Various auto-planning strategies are currently being developed [8], these include approaches for beam angle selection (e.g., [23]), and integrated beam weight optimization algorithms. The latter can be based on global optimization [24], or on sequential beam selection [25]. As discussed above, multicriterial optimization systems have been proposed [11, 12], that enable the user to select the plan out of different sets of beam angles and intensity profiles after optimization (a posteriori setting). Template based auto-planning solutions are already commercially available and have been applied to various target paradigms such as head and neck [26], breast [27] and esophageal targets [28].

Erasmus-iCycle plans, which provide a template-free approach have been successfully applied to head and neck [29], prostate [5], and cervical cancer [13] target volumes to create clinically deliverable plans.

Our results show that fully automated VMAT treatment planning with the Erasmus-iCycle/Monaco system for spinal metastases was non-inferior to conventional treatment planning by expert dosimetrists or medical physicists. Automatically generated plans with this system outperformed manual plans in terms of sparing of OARs in 3 of 4 predefined organs and also PTV coverage was favorable when compared to manual plans. We observed one hotspot in an iCycle plan in the spinal cord (33.2 Gy, D50%: 30 Gy). This problem can be addressed by modifying the wish list to include a maximum dose cost function on the spinal cord. In our analysis, however, we applied a quadratic overdose cost function which lead to maximum doses that were comparable to maximum doses observed in manual plans in all but this patient and allowed for more degrees of freedom regarding dose reduction to other OAR. If the maximum dose has to be strictly controlled, e.g., in case of reirradiation, a maximum dose cost function should be applied. Otherwise, the situation would be evaluated during the manual approval process which might prompt occasional replanning with a maximum dose cost function. Monitor units and estimated treatment time were higher in auto plans; however, this difference was not considered clinically relevant in the treated patient population and resulted in a negligible prolongation of treatment times. The difference in treatment times was expected as the aim of this study was to generate high-quality plans with clinically acceptable delivery times. Monitor units and delivery times could be reduced in the auto-plans if required.
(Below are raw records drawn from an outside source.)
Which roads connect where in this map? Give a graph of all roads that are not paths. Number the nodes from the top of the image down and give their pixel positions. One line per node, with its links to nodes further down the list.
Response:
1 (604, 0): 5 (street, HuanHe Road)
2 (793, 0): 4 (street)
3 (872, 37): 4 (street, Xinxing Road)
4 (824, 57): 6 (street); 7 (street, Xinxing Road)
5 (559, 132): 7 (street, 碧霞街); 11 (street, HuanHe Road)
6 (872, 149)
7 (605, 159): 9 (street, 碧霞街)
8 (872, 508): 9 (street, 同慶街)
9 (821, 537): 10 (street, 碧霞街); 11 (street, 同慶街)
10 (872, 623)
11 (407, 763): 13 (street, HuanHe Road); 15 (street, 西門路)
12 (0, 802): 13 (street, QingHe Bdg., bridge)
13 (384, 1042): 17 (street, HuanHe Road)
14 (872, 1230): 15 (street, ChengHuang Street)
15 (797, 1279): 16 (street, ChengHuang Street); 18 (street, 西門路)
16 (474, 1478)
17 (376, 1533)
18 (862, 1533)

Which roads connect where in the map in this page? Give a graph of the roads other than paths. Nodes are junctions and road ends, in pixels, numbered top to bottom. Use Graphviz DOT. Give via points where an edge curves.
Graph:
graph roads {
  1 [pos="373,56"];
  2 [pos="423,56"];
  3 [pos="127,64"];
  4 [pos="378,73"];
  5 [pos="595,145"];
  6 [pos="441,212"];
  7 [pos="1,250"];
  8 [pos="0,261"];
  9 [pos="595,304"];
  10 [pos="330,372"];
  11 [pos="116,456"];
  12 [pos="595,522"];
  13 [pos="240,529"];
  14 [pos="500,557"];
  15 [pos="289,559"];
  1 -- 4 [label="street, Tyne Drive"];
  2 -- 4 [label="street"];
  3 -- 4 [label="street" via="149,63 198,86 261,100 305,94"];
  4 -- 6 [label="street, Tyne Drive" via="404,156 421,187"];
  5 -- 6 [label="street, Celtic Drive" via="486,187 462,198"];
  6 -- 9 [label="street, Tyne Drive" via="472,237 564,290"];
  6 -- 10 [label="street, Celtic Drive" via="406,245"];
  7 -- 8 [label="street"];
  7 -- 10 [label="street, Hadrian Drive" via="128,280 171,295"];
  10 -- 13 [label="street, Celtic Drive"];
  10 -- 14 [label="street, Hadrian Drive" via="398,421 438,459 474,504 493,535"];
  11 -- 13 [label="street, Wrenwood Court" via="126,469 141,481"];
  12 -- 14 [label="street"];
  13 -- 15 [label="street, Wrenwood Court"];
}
In contrast to a study in a more complex setting such as head and neck cancer [29], the observed dosimetric advantages of Erasmus-iCycle for treatment of spinal metastases were on average of low clinical relevance although advantages across the population were also observed.

External audits have shown that experienced treatment centers may yield superior IMRT plans [30]. Therefore, as postulated most recently by Fogliata et al. [28], quality improvements of automated planning vs. manual plan generation may even be more pronounced in target paradigms that are not frequently treated in a particular center.

Conclusion

Our data add to the growing evidence [5, 13, 29] that automated treatment planning might be an alternative to manual planning, reducing the workload of medical phyicists and dosimetrists while maintaining or improving plan quality.